Professionals from different disciplines related their interactions when they were challenged with setting a boundary. Other seasoned professionals representing different professions offered their experience for setting boundaries and dealing with the emotional conflicts that might arise. They suggested having a plan to handle requests that cross boundaries or risk patient confidentiality. 

For example: When asked how a friend/family member is doing, always acknowledge the concern: "You must be worried about Timmy's dad."

Provide reassurance: "We've assembled a good team to take care of him."

Shift the topic: "I hear that your own son hit a home run." 

If the inquirer does not pick up on the fact that you are declining the conversation and pursues questioning, be more direct and honest: "As part of Timmy's father's medical team, I can't reveal any information about his care." 

Redirect: "You might ask Timmy's mom about how he is doing."

Health care professionals frequently encounter issues related to professional boundaries. These include not only requests for medical care or confidential information but issues of receiving gifts, personal relationships with patients and families and even financial relationships. It was acknowledged that healthy interactions involving one's medical identity require respected boundaries in order to remain involved while staying grounded and committed to our professional ideals. With a plan for dealing with requests outside established professional relationships, compassion and care can be communicated comfortably through a response that also maintains professional responsibility. Outside interests, community activities and family are sources of renewal when dealing with the stress of boundary issues and talking to colleagues or obtaining an opinion from a medical ethicist about professional issues that come up which threaten boundaries can be helpful.

Additional Questions for Reflection

From where does our sense of boundaries with patients and family members emanate? Is this an ethical issue, related to professional code of conduct or legal obligations of practice?

What are the potential consequences of accepting favors or gifts from patients? What practice boundaries are being crossed?

Have there been times when you’ve questioned whether an interaction with a patient approached a boundary you were reluctant to cross?

What resources are available to you if you have a question about whether an interaction with a patient, family or staff member violates a boundary issue?
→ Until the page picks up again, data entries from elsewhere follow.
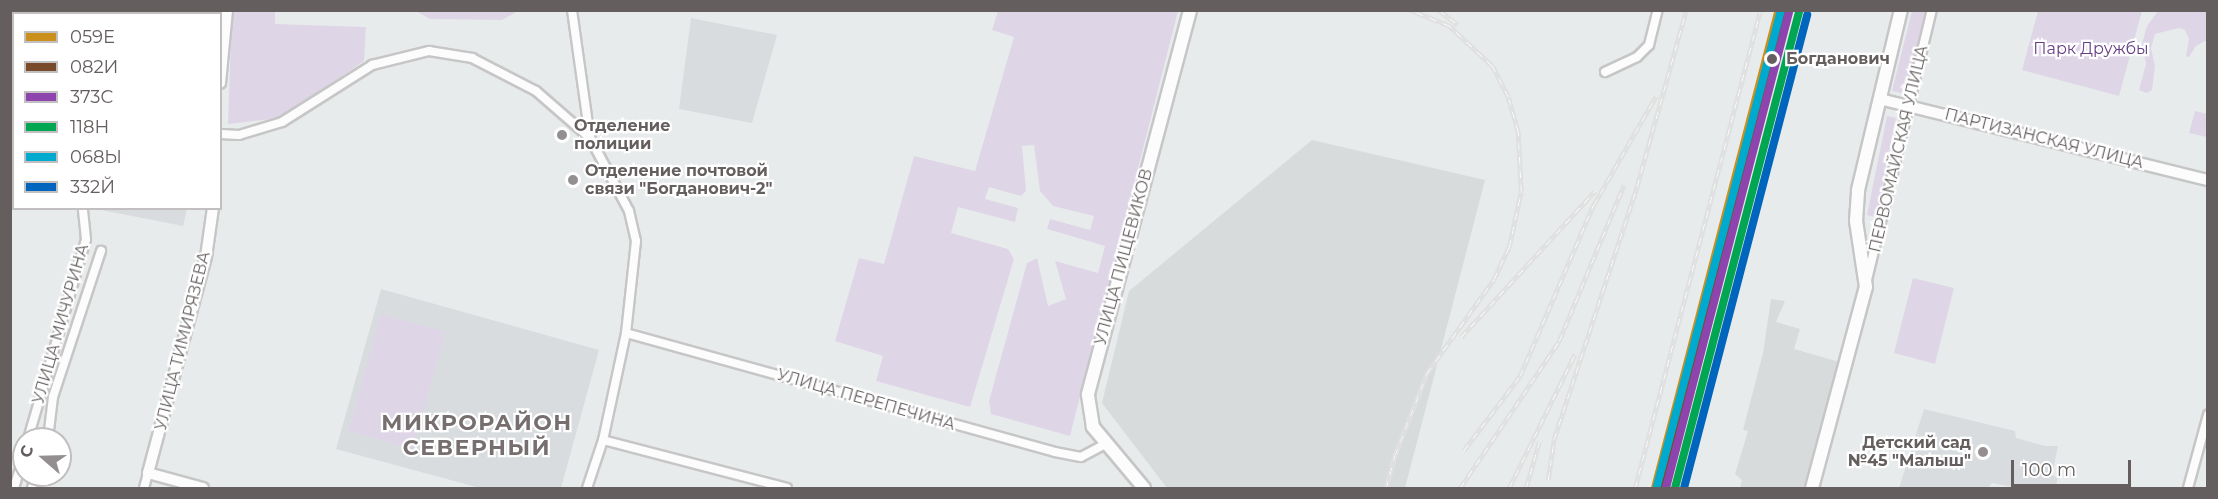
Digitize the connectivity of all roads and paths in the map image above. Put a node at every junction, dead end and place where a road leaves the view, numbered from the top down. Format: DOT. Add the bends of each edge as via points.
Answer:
graph roads {
  1 [pos="227,10"];
  2 [pos="572,10"];
  3 [pos="1190,10"];
  4 [pos="1658,10"];
  5 [pos="1901,10"];
  6 [pos="1932,10"];
  7 [pos="222,62"];
  8 [pos="1605,72"];
  9 [pos="1880,99"];
  10 [pos="1907,105"];
  11 [pos="222,134"];
  12 [pos="590,138"];
  13 [pos="2208,180"];
  14 [pos="83,210"];
  15 [pos="213,210"];
  16 [pos="100,251"];
  17 [pos="1866,287"];
  18 [pos="626,333"];
  19 [pos="2208,415"];
  20 [pos="31,427"];
  21 [pos="49,427"];
  22 [pos="603,440"];
  23 [pos="1104,445"];
  24 [pos="148,473"];
  25 [pos="144,489"];
  26 [pos="203,489"];
  27 [pos="587,489"];
  28 [pos="787,489"];
  29 [pos="1144,489"];
  30 [pos="1812,489"];
  31 [pos="2188,489"];
  1 -- 7 [label="street"];
  2 -- 12 [label="street"];
  3 -- 23 [label="main road, УЛИЦА ПИЩЕВИКОВ" via="1088,394 1088,411"];
  4 -- 8 [label="street" via="1649,45 1637,57"];
  5 -- 9 [label="main road, ПЕРВОМАЙСКАЯ УЛИЦА"];
  6 -- 10 [label="street, ПЕРВОМАЙСКАЯ УЛИЦА"];
  9 -- 10 [label="street, ПАРТИЗАНСКАЯ УЛИЦА"];
  9 -- 17 [label="main road, ПЕРВОМАЙСКАЯ УЛИЦА" via="1858,190 1856,221"];
  10 -- 13 [label="street, ПАРТИЗАНСКАЯ УЛИЦА"];
  10 -- 17 [label="street, ПЕРВОМАЙСКАЯ УЛИЦА"];
  11 -- 12 [label="street" via="239,135 282,122 372,65 429,51 472,58 536,91"];
  12 -- 18 [label="street" via="634,227 635,255"];
  14 -- 20 [label="street, УЛИЦА МИЧУРИНА" via="86,239"];
  15 -- 24 [label="street, УЛИЦА ТИМИРЯЗЕВА" via="206,257"];
  16 -- 21 [label="street" via="53,397"];
  17 -- 30 [label="main road, ПЕРВОМАЙСКАЯ УЛИЦА"];
  18 -- 22 [label="street"];
  18 -- 23 [label="street, УЛИЦА ПЕРЕПЕЧИНА" via="1055,452 1081,457"];
  19 -- 31 [label="street"];
  22 -- 27 [label="street"];
  22 -- 28 [label="street"];
  23 -- 29 [label="main road, УЛИЦА ПИЩЕВИКОВ"];
  24 -- 25 [label="street"];
  24 -- 26 [label="street"];
}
How can each of our institutions better educate practitioners and others about boundary issues?

Download: When Friends or Family Ask PDF Formatted File

References for Schwartz Center Rounds

Gabbard, G.O. and Nadelson, C.
"Professional Boundaries in the Physician-Patient Relationship"
JAMA. 273(18):1445-9, 1995 May 10.
  This article discusses the concept of professional boundaries as it derives from the basic principles and nature of the relationship with patients and families. It presents the different types of boundary violations (sexual, dual relationships, gifts and services, language, self-disclosure) and their prevention.

Rourke, J T. Smith, L F. Brown, J B.
"Patients, Friends and Relationship Boundaries"
Canadian Family Physician. 39:2557-64, 1993 Dec.
  This article uses clinical cases to illustrate the conflicts that may develop when physicians become "friends" with patients..

Lychholm, L.
"Should Physicians Accept Gifts from Patients"
JAMA. 280(22):1944-6, 1998 Dec 9.
  This article discusses gift giving and accepting between physicians and patients which is very important due to the frequency of this practice.